Keigo Matsumoto scite author profile

The purpose of this study was to evaluate amino acid neurotransmitter dynamics in the reperfusion phase after transient cerebral ischemia. In vivo microdialysis was used to measure extracellular amino acid levels in a rabbit model of focal ischemia. During 30 min of transient ischemia (n = 5), small but significant (p < 0.05) increases in glutamate, aspartate, gamma-aminobutyric acid (GABA), and taurine were noted. These elevations rapidly returned to baseline levels upon recirculation and remained constant for up to 5.5 h of reperfusion. In rabbits subjected to 2 h of transient ischemia (n = 5), two phases of amino acid release were seen. During ischemia, large (5- to 50-fold) elevations in glutamate, aspartate, GABA, and taurine occurred, as expected. These elevations rapidly normalized upon unocclusion.

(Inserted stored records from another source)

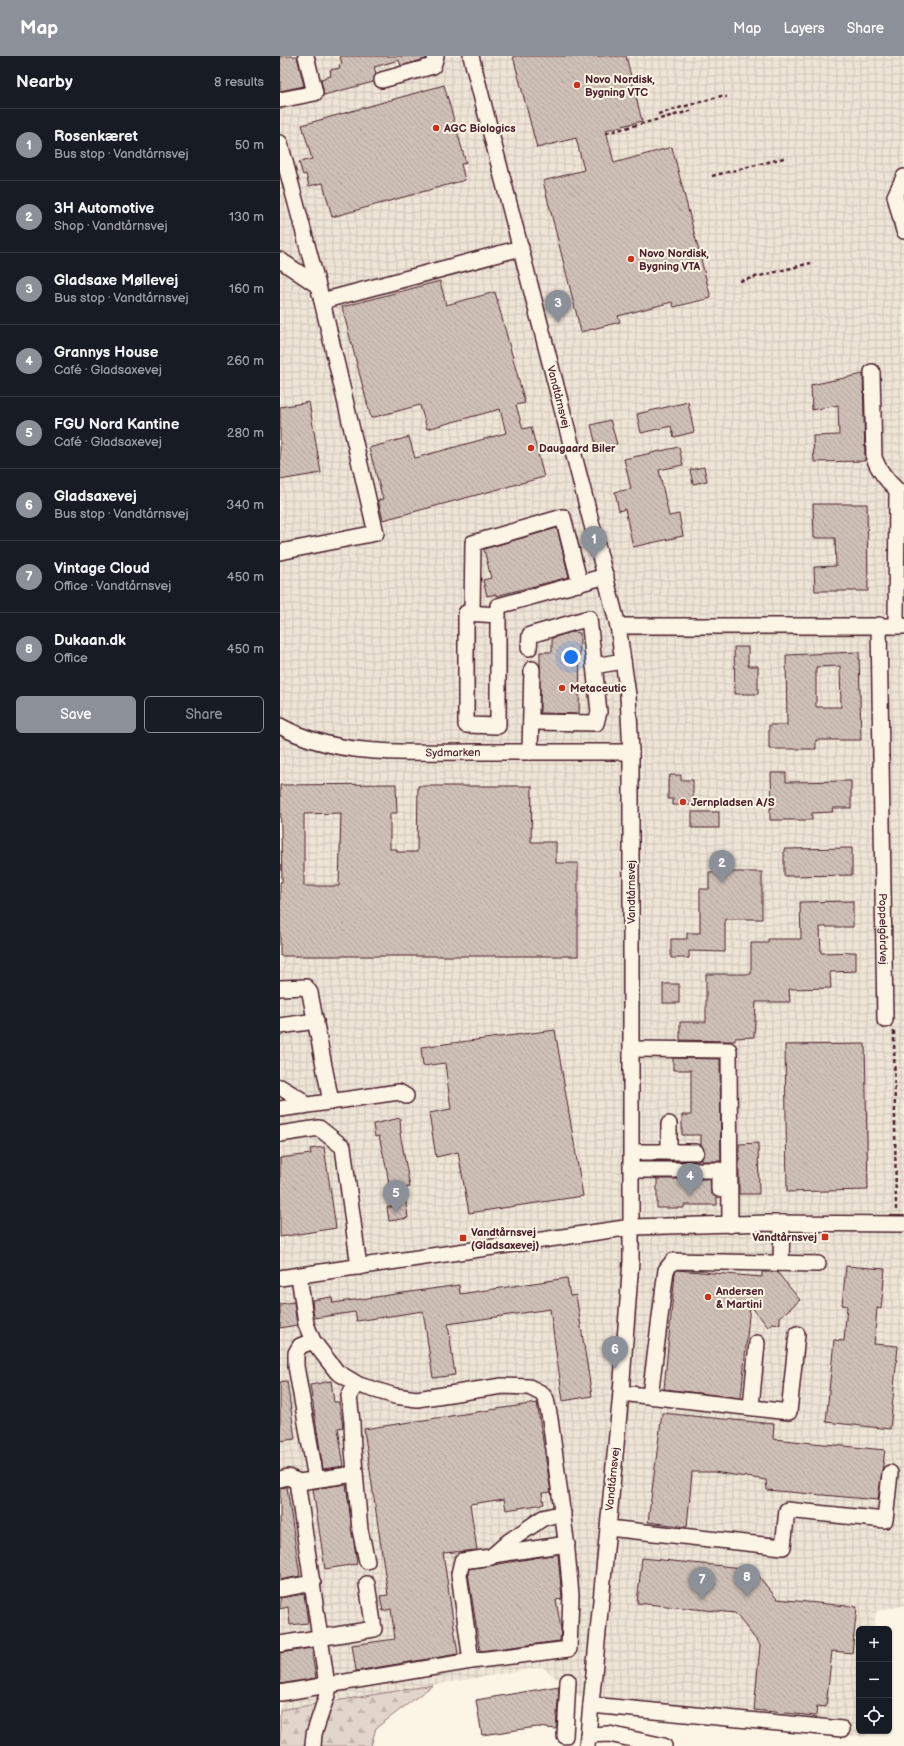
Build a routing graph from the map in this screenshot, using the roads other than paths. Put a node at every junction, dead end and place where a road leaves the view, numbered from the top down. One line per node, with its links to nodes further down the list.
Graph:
1 (306, 56): 5 (street)
2 (436, 56): 4 (street)
3 (471, 56): 9 (street, Vandtårnsvej)
4 (382, 80)
5 (280, 100)
6 (280, 143): 11 (street)
7 (904, 177): 8 (street)
8 (904, 231)
9 (521, 248): 12 (street); 15 (street, Vandtårnsvej)
10 (280, 260): 11 (street)
11 (317, 285): 12 (street)
12 (322, 301): 14 (street)
13 (872, 372): 21 (street)
14 (280, 552)
15 (606, 576): 16 (street); 19 (street, Vandtårnsvej)
16 (580, 584): 17 (street); 18 (street)
17 (472, 614): 18 (street); 18 (street)
18 (498, 615)
19 (618, 626): 20 (street); 23 (street, Vandtårnsvej)
20 (879, 626): 21 (street); 31 (street, Poppelgårdvej)
21 (900, 626)
22 (529, 648): 24 (street)
23 (623, 661): 24 (street); 29 (street, Vandtårnsvej)
24 (594, 666): 26 (street)
25 (532, 669): 26 (street)
26 (531, 722): 28 (street)
27 (280, 726): 28 (street, Sydmarken)
28 (530, 752): 29 (street, Sydmarken)
29 (631, 752): 34 (street, Vandtårnsvej)
30 (280, 988): 32 (street)
31 (885, 1020)
32 (316, 1021): 33 (street); 37 (street)
33 (280, 1026)
34 (632, 1049): 42 (street, Vandtårnsvej); 48 (street)
35 (280, 1087): 38 (street)
36 (406, 1096): 37 (street)
37 (331, 1102): 38 (street)
38 (304, 1106): 39 (street)
39 (280, 1109)
40 (669, 1124): 43 (street)
41 (280, 1134): 52 (street)
42 (632, 1152): 43 (street); 45 (street, Vandtårnsvej)
43 (669, 1152): 44 (street)
44 (696, 1152)
45 (632, 1170): 48 (street); 49 (street, Vandtårnsvej)
46 (782, 1224): 47 (street); 48 (street); 50 (street)
47 (900, 1224)
48 (724, 1225): 49 (street)
49 (632, 1227): 52 (street); 59 (street, Vandtårnsvej)
50 (781, 1263): 51 (street); 60 (street)
51 (818, 1264)
52 (359, 1266): 53 (street)
53 (299, 1276): 54 (street); 56 (street)
54 (280, 1278)
55 (797, 1334): 61 (street)
56 (313, 1341): 58 (street); 65 (street)
57 (757, 1343): 61 (street)
58 (356, 1384): 63 (street); 67 (street)
59 (621, 1393): 60 (street); 68 (street, Vandtårnsvej)
60 (650, 1396): 61 (street)
61 (751, 1408)
62 (890, 1473): 68 (street)
63 (355, 1474): 65 (street); 71 (street)
64 (280, 1479): 66 (street)
65 (316, 1480): 66 (street)
66 (297, 1481): 72 (street)
67 (563, 1513): 69 (street); 70 (street)
68 (608, 1528): 81 (street, Vandtårnsvej)
69 (567, 1544): 70 (street); 77 (street)
70 (493, 1555): 77 (street)
71 (367, 1561)
72 (313, 1583): 74 (street); 75 (street)
73 (367, 1584): 75 (street)
74 (280, 1589)
75 (320, 1637): 76 (street); 79 (street)
76 (280, 1644)
77 (471, 1661): 79 (street)
78 (568, 1681): 83 (street)
79 (327, 1687): 80 (street); 85 (street)
80 (280, 1693)
81 (591, 1705): 82 (street); 84 (street, Vandtårnsvej)
82 (842, 1729)
83 (565, 1736)
84 (587, 1740): 86 (street)
85 (313, 1746)
86 (664, 1746)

However, significant (p < 0.05) secondary elevations in glutamate, aspartate, and GABA occurred after 2-4 h of reperfusion. Regression analysis demonstrated significant correlations between primary (ischemic) and secondary (reperfusion) efflux. In permanent ischemia (n = 5), amino acid levels remained elevated throughout the entire experiment. Secondary elevations in excitatory amino acids may further contribute to the excitotoxic cascade during reperfusion.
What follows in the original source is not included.